A depressão, a interrupção dos projetos de vida, a dor e a tristeza, compartilhada pelos familiares e amigos não podem ser mensuradas”, diz Sandra.
O seguro DPVAT
O DPVAT foi instituído em 1974 pela Lei 6.194 de 19/12/1974. Inicialmente, a indenização máxima prevista era de 40 salários mínimos e a verba para despesas, de oito salários mínimos. O artigo 3 da lei atrelava a valoração das indenizações do seguro DPVAT ao valor do maior salário mínimo vigente no país. Se os valores fossem atualizados de acordo com o novo salário mínimo, de R$ 545, seriam hoje de R$ 21.800 e 4.360. A Medida Provisória 340, de 29 de dezembro de 2006, entretanto, alterou este artigo, estipulando o valor das indenizações em moeda corrente nos valores de R$ 13.500 e R$ 2.700 e foi confirmada pela Lei n° 11.482 de 2007. Desde então, os valores não são corrigidos, apesar de as taxas cobradas aos donos de veículos terem aumentado.

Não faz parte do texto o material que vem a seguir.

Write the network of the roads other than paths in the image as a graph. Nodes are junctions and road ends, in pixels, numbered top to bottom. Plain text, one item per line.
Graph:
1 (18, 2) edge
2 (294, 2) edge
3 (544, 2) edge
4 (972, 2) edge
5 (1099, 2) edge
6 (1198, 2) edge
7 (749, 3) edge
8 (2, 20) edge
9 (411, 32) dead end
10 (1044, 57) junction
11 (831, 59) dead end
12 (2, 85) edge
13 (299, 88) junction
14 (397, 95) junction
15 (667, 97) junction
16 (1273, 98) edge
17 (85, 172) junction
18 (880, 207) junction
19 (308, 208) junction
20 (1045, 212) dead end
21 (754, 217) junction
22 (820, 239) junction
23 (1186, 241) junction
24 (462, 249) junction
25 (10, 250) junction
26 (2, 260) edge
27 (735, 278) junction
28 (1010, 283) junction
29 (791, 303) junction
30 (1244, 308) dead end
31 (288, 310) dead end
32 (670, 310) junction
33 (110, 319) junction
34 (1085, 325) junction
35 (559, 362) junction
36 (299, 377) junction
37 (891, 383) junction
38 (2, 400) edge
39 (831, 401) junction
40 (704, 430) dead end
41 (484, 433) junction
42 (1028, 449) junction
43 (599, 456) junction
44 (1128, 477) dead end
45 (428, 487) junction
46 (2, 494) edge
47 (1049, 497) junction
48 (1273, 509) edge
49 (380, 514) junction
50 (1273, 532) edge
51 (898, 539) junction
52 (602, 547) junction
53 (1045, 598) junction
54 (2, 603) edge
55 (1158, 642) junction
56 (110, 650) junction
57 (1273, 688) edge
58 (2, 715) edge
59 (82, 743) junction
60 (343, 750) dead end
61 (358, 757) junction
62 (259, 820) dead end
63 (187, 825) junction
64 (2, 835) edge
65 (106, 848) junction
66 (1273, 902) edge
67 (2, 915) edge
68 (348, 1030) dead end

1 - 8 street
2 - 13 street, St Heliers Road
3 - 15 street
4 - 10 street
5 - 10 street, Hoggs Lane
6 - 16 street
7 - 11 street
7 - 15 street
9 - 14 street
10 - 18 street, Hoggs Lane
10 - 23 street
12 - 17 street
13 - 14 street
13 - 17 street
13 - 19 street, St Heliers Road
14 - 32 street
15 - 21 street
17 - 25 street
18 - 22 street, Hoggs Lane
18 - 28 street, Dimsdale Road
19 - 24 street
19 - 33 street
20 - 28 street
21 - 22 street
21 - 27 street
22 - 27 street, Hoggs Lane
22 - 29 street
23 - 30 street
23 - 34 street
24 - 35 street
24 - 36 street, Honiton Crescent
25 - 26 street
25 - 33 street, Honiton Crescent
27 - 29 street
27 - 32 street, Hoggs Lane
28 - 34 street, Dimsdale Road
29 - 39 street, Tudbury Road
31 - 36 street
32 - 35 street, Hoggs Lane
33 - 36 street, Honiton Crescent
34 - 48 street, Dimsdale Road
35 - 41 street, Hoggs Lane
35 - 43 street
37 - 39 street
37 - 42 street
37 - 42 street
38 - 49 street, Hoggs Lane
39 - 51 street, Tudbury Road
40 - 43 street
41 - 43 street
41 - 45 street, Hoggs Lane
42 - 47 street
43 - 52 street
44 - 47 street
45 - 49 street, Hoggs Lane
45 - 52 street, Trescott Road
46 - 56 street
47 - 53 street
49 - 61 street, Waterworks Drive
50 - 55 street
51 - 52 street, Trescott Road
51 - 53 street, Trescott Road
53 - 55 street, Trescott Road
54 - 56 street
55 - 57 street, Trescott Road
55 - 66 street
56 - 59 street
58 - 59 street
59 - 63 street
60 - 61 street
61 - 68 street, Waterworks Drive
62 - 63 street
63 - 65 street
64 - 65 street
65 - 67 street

O pagamento da taxa anual do seguro DPVAT é obrigatório a todos os donos de veículos e é cobrado junto com o IPVA. O valor da taxa varia entre cerca de R$ 100 e R$ 400, dependendo do tipo do veículo. De cada R$ 100 arrecadados com o DPVAT, R$ 45 vão para o Ministério da Saúde para custear o atendimento às vítimas de trânsito, R$ 44 para pagar as indenizações, R$ 5 para programas de prevenção a acidentes, R$ 4 para pagamento de pessoal e R$ 2 vão para as seguradoras.
Conclusão
Diante destas informações, conclui-se que a insuficiência das indenizações pagas pelo DPVAT condena uma vítima de acidente portadora de deficiências graves que não tiver um seguro complementar ou um plano de saúde adequado a conviver com dificuldades financeiras possivelmente insuperáveis.